Alan Moore performs at the launch party of his absurdly wonderful magazine project Dodgem Logic.
Every issue is a stuffed to the margins collection of music, culture and humor. It made the fan headlines recently, when Moore publicly resigned from the New Gorillaz Rock Opera project pointing out that as the band couldn't get their act together to produce a promised 3 page story for his magazine, Moore felt little inclination to make the time to contribute the script and design work for their project. Moore is clearly having more fun with this retro underground newspaper/magazine then he's had in years. It's a loving evocation of a particular era of rebel press in British counter-culture. One almost expects to find a double page spread of unspeakable things being done to Andy Pandy.
Moore is one of those rare and wonderful chimera, a lifelong idol and artistic north star who never disappointed or disillusioned. With a bibliography full of the greatest texts in the medium Watchmen, V for Vendetta, From Hell and The League of Extraordinary Gentlemen to name just a few. Fiercely, unbendingly ethical and uncompromisable, he refused movie money, refused to be punked by corporate tools and refused to be bullied artistically. My Alan Moore shelf sags under the weight of his output, comics that dragged the artform years forward, reinterpretations of heroes and monsters, elegant pornography, rigorous science fiction, social satire and critical analysis.
He's also a practicing ceremonial magician of an idiosyncratic Golden Dawn style but with an eclectic syncreticism of his own devising. His ultimate exegesis on the subject, The Moon and Serpent Bumper Book of Magic is at the top of my wish list of anxiously awaited future projects.

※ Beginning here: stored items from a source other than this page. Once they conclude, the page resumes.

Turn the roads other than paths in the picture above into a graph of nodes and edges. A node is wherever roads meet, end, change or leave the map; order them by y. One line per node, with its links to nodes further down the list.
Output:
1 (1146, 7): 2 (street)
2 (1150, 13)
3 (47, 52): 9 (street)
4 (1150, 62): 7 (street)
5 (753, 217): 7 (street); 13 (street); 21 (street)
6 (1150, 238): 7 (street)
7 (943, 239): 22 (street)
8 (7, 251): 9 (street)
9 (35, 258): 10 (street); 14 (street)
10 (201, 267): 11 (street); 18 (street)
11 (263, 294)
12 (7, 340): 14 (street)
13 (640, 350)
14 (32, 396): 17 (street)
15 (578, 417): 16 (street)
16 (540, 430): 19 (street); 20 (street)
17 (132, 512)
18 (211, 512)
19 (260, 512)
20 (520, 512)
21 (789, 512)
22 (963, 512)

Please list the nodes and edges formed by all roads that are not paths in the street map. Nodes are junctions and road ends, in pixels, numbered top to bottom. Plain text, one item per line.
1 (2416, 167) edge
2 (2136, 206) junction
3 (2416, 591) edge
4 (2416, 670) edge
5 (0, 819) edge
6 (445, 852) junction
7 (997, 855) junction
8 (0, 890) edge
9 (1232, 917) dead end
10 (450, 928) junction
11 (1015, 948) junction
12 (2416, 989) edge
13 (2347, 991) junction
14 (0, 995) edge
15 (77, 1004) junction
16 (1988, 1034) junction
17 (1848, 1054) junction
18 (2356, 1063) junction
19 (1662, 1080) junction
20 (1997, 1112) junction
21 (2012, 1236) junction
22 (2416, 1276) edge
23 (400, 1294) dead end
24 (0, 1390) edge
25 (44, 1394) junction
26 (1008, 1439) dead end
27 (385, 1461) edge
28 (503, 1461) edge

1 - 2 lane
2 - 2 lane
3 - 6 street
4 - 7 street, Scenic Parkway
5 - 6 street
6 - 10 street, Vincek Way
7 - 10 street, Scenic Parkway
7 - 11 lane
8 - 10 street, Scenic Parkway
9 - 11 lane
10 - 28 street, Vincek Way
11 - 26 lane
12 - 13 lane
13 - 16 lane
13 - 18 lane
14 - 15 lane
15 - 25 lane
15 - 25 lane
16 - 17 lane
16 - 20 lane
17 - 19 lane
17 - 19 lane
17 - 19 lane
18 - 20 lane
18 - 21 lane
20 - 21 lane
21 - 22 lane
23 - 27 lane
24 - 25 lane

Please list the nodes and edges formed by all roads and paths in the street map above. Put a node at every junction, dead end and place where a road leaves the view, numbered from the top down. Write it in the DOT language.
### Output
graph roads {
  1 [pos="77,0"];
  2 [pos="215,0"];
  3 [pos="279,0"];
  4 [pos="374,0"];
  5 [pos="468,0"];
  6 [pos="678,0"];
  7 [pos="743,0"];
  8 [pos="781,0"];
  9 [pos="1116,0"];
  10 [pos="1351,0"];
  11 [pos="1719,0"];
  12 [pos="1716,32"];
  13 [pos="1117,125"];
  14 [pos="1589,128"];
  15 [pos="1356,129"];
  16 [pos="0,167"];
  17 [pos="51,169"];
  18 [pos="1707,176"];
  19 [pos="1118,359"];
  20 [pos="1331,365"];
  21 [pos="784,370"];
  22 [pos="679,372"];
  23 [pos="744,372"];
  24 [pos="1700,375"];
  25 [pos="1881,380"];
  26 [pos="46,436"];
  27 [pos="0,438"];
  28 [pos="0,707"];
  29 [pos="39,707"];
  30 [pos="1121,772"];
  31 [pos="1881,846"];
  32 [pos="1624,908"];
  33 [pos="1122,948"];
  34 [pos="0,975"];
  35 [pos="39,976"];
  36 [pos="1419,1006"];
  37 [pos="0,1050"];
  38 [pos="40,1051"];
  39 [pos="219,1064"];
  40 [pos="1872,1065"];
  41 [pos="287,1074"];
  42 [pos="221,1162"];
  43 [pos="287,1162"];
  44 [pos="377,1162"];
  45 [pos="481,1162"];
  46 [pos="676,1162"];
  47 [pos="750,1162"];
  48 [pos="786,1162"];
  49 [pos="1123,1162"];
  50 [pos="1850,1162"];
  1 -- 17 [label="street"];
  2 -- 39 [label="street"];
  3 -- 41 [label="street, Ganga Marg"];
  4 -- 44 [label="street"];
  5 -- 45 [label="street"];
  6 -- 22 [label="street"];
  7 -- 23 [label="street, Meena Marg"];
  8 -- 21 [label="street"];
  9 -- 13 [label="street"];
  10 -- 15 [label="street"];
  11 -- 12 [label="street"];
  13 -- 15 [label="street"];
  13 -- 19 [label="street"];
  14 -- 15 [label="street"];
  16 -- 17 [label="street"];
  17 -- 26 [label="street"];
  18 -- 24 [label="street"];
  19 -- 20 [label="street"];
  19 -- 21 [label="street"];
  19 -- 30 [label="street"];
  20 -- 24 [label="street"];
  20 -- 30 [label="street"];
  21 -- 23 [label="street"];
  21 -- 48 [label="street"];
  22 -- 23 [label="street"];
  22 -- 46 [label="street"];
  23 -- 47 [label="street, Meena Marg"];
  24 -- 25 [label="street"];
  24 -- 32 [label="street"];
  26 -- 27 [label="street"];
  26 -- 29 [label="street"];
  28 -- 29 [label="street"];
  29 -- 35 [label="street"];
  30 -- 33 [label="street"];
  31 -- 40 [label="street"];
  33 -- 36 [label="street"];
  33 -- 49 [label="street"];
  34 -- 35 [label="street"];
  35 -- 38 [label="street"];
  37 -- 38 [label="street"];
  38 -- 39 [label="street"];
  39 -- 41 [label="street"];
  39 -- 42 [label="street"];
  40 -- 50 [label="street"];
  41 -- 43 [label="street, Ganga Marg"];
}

Every issue Of Dodgem Logic includes extras, a CD in issue one featuring the song at the top of this post among other local alternative musicians in Moore's orbit, issue two had an 'insert' comic Astounding Weird Penises, both written and with a rare art job by Alan Moore himself. The latest, issue three has an old fashioned classic iron on transfer of a plump pin up beauty by Moore's collaborator and lady love Melinda Gebbie.
Moore is able to put this out, in a model perhaps inspired by his early experience with the creative collective the Art Lab, while also producing multimedia extravaganzas and putting on magically transformative spoken word performances in the tunnels under London.
He also knows the score about the ducks. Little bastards.